Lóczy was born in Preßburg (Pozsony) to Sándor and Mária Kuhn. The family had noble origins in Gömör county. He graduated from a local school in Arad and went to Zurich polytechnic in 1870 receiving an engineering diploma. His teachers included Gustav Adolf, Kenn Gott, Arnold Escher von der Lindt and Albert Heim. He became a curator of minerals at the Hungarian national museum in 1874 and in 1877 he took part in an expedition to China led by Béla Széchenyi and published two volumes of the scientific results of the expedition in 1890 describing the Gobi desert and the Hwang Ho basin. He identified the thrust sheets and tectonic windows of the region also described fossils from the region.
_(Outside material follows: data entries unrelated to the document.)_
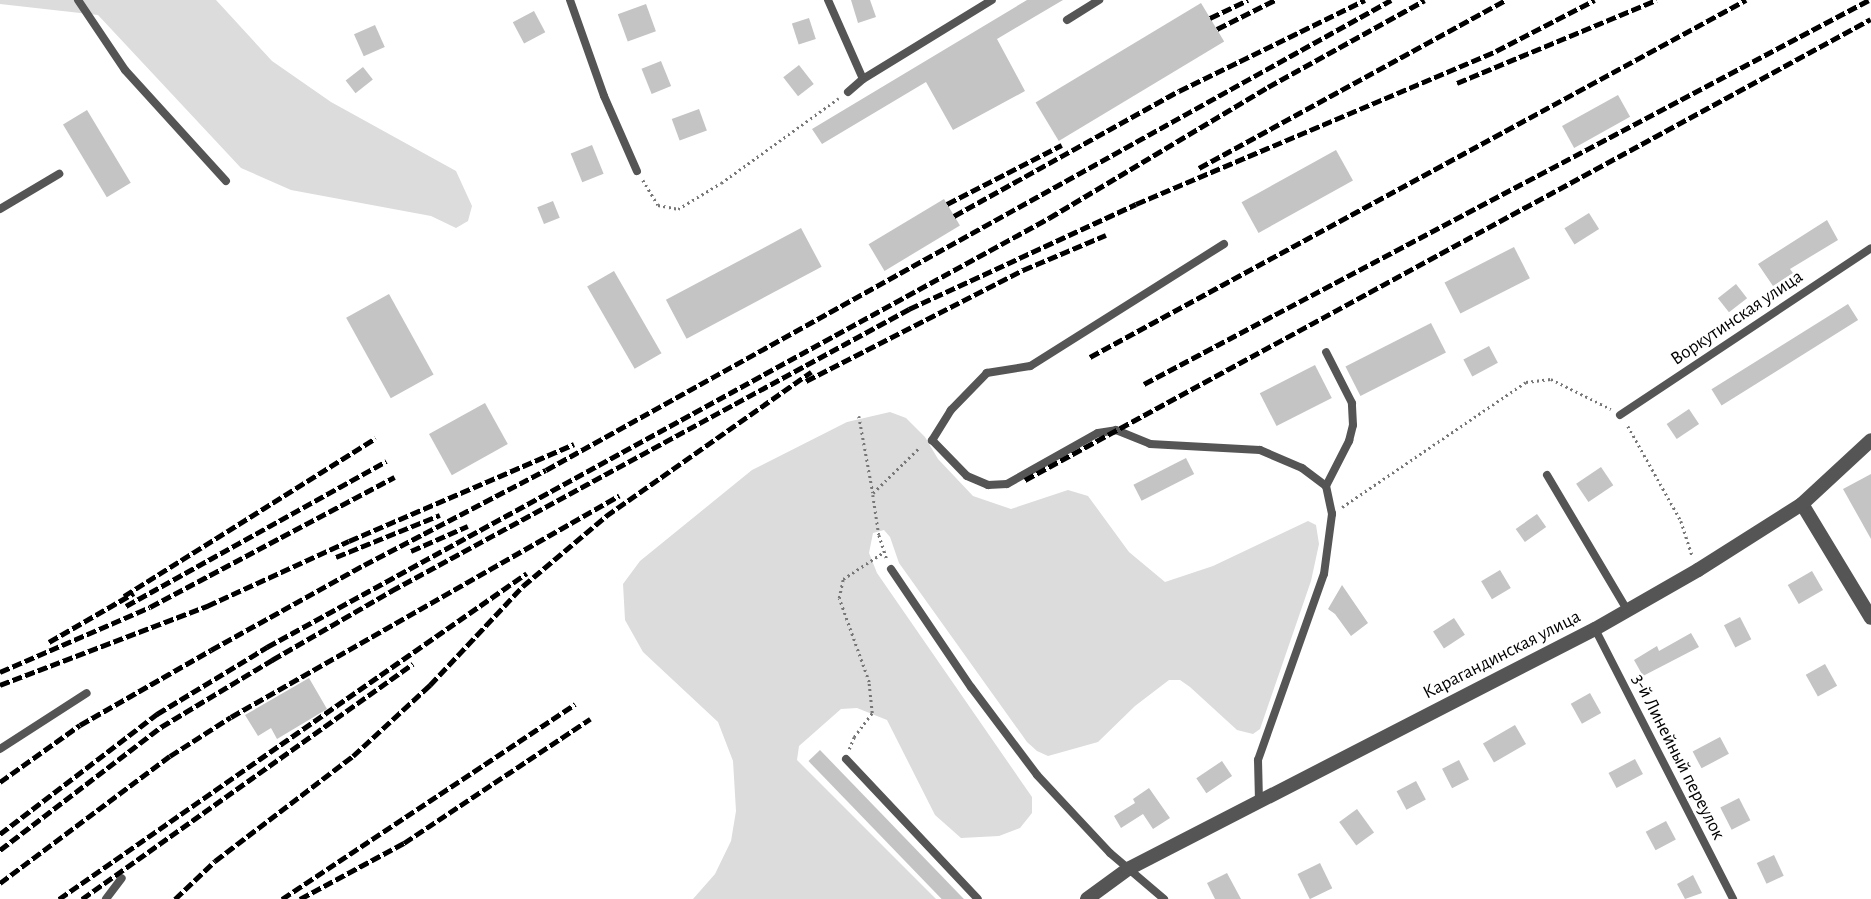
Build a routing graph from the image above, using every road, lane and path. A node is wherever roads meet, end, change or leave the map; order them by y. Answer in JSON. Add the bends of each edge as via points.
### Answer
{"nodes":[{"id":1,"x":79,"y":0,"type":"edge"},
{"id":2,"x":570,"y":0,"type":"edge"},
{"id":3,"x":828,"y":0,"type":"edge"},
{"id":4,"x":992,"y":0,"type":"edge"},
{"id":5,"x":1100,"y":0,"type":"edge"},
{"id":6,"x":1067,"y":20,"type":"dead end"},
{"id":7,"x":863,"y":79,"type":"junction"},
{"id":8,"x":848,"y":92,"type":"joint"},
{"id":9,"x":637,"y":171,"type":"joint"},
{"id":10,"x":59,"y":174,"type":"dead end"},
{"id":11,"x":226,"y":181,"type":"dead end"},
{"id":12,"x":0,"y":209,"type":"edge"},
{"id":13,"x":1224,"y":244,"type":"dead end"},
{"id":14,"x":1871,"y":248,"type":"edge"},
{"id":15,"x":1326,"y":352,"type":"dead end"},
{"id":16,"x":1620,"y":415,"type":"junction"},
{"id":17,"x":859,"y":416,"type":"dead end"},
{"id":18,"x":932,"y":440,"type":"junction"},
{"id":19,"x":1871,"y":440,"type":"edge"},
{"id":20,"x":1547,"y":475,"type":"dead end"},
{"id":21,"x":1326,"y":486,"type":"junction"},
{"id":22,"x":873,"y":493,"type":"junction"},
{"id":23,"x":1802,"y":504,"type":"junction"},
{"id":24,"x":1332,"y":514,"type":"junction"},
{"id":25,"x":884,"y":552,"type":"junction"},
{"id":26,"x":891,"y":569,"type":"joint"},
{"id":27,"x":1698,"y":570,"type":"junction"},
{"id":28,"x":1628,"y":610,"type":"junction"},
{"id":29,"x":1871,"y":618,"type":"edge"},
{"id":30,"x":1595,"y":629,"type":"junction"},
{"id":31,"x":87,"y":693,"type":"dead end"},
{"id":32,"x":0,"y":749,"type":"edge"},
{"id":33,"x":846,"y":758,"type":"joint"},
{"id":34,"x":1259,"y":801,"type":"junction"},
{"id":35,"x":1128,"y":869,"type":"junction"},
{"id":36,"x":122,"y":878,"type":"dead end"},
{"id":37,"x":106,"y":899,"type":"edge"},
{"id":38,"x":978,"y":899,"type":"edge"},
{"id":39,"x":1087,"y":899,"type":"edge"},
{"id":40,"x":1164,"y":899,"type":"edge"},
{"id":41,"x":1733,"y":899,"type":"edge"}],
"edges":[{"from":1,"to":11,"type":"lane","via":[[125,70]]},
{"from":2,"to":9,"type":"lane"},
{"from":3,"to":7,"type":"lane"},
{"from":4,"to":7,"type":"lane"},
{"from":5,"to":6,"type":"lane"},
{"from":7,"to":8,"type":"lane"},
{"from":8,"to":9,"type":"path","via":[[678,209],[658,205]]},
{"from":10,"to":12,"type":"lane"},
{"from":13,"to":18,"type":"lane","via":[[1030,366],[987,373],[951,410]]},
{"from":14,"to":16,"type":"lane","name":"Воркутинская улица"},
{"from":15,"to":21,"type":"lane","via":[[1352,403],[1353,425]]},
{"from":16,"to":24,"type":"path","via":[[1551,379],[1525,382]]},
{"from":16,"to":27,"type":"path","via":[[1681,521]]},
{"from":17,"to":22,"type":"path"},
{"from":18,"to":21,"type":"lane","via":[[967,476],[988,485],[1007,484],[1098,433],[1116,430],[1150,444],[1261,450],[1302,468]]},
{"from":18,"to":22,"type":"path","via":[[913,451]]},
{"from":19,"to":23,"type":"street","name":"Карагандинская улица"},
{"from":20,"to":28,"type":"lane"},
{"from":21,"to":24,"type":"lane"},
{"from":22,"to":25,"type":"path"},
{"from":23,"to":27,"type":"street","name":"Карагандинская улица"},
{"from":23,"to":29,"type":"street"},
{"from":24,"to":34,"type":"lane","via":[[1324,574],[1258,760]]},
{"from":25,"to":26,"type":"path"},
{"from":25,"to":33,"type":"path","via":[[843,579],[839,597],[869,682],[872,713],[854,737]]},
{"from":26,"to":35,"type":"lane","via":[[1037,775]]},
{"from":27,"to":28,"type":"street","name":"Карагандинская улица"},
{"from":28,"to":30,"type":"street","name":"Карагандинская улица"},
{"from":30,"to":34,"type":"street","name":"Карагандинская улица"},
{"from":30,"to":41,"type":"lane","name":"3-й Линейный переулок"},
{"from":31,"to":32,"type":"lane"},
{"from":33,"to":38,"type":"lane"},
{"from":34,"to":35,"type":"street","name":"Карагандинская улица"},
{"from":35,"to":39,"type":"street","name":"Карагандинская улица"},
{"from":35,"to":40,"type":"lane"},
{"from":36,"to":37,"type":"lane"}]}
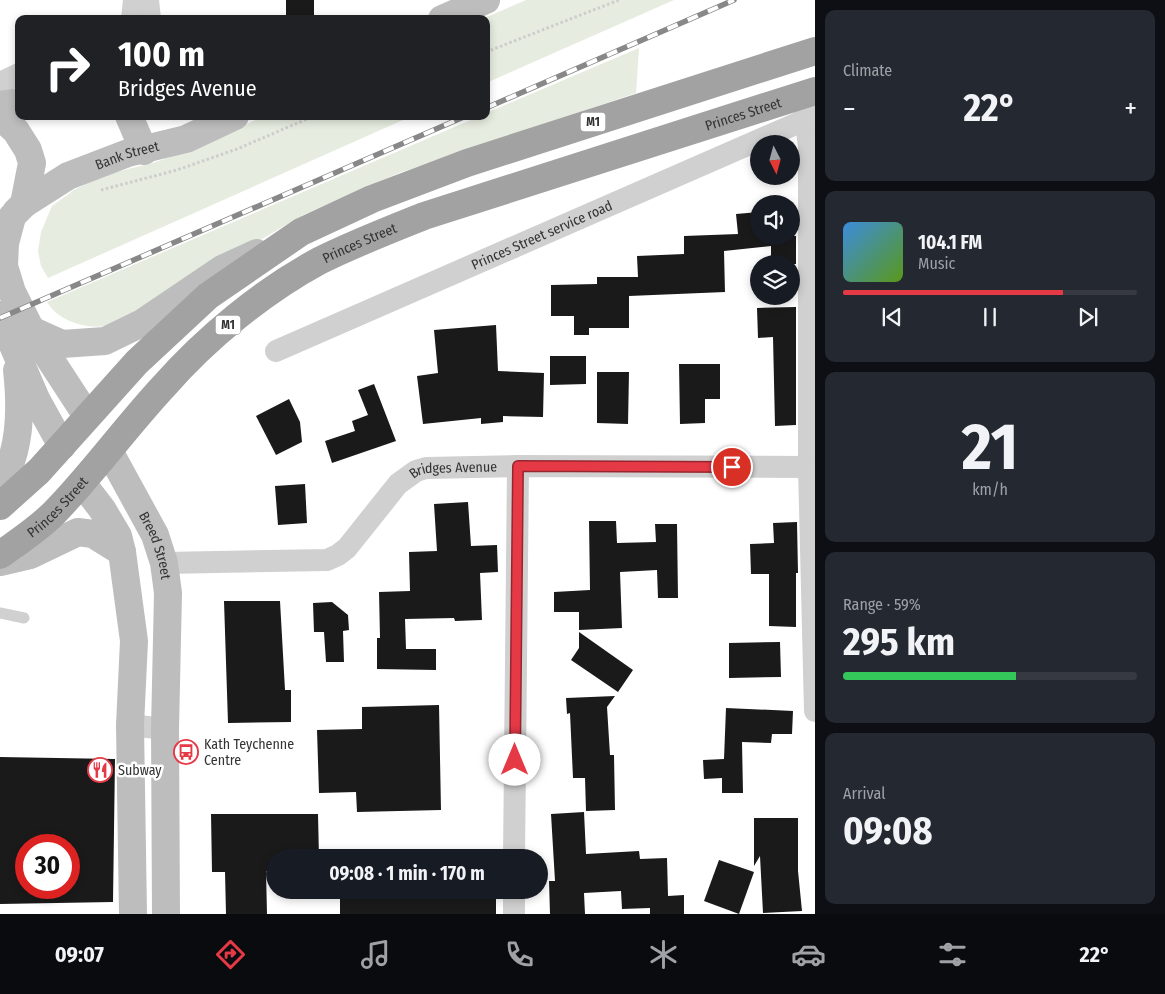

He later worked on the geology of Lake Balaton establishing a research institute on the lake along the lines of the Naples research station. He explored the Hegyes-Drócsa region in 1876-77. He became a professor at the University of Budapest in 1886 and director of the Hungarian Geological Institute from 1908 to 1919. Around 1893 he was involved in explorations for oil in Câmpina. In 1907 he explored for potash in Transylvania which led to a discovery of gas fields in Mezőség. His students included Teleki Pál, Jenő Cholnoky, Baron Ferenc Nopcsa, Dezső Laczkó, Hugó Böckh, and István Vitalís.

Lóczy received the gold medal of the Royal Geographical Society of which he was an honorary member. He was also awarded by the Berlin Geographical Society and the French Academy of Sciences. He died at Balatonfüred. A medal was instituted in his memory by the Hungarian Geographical Society.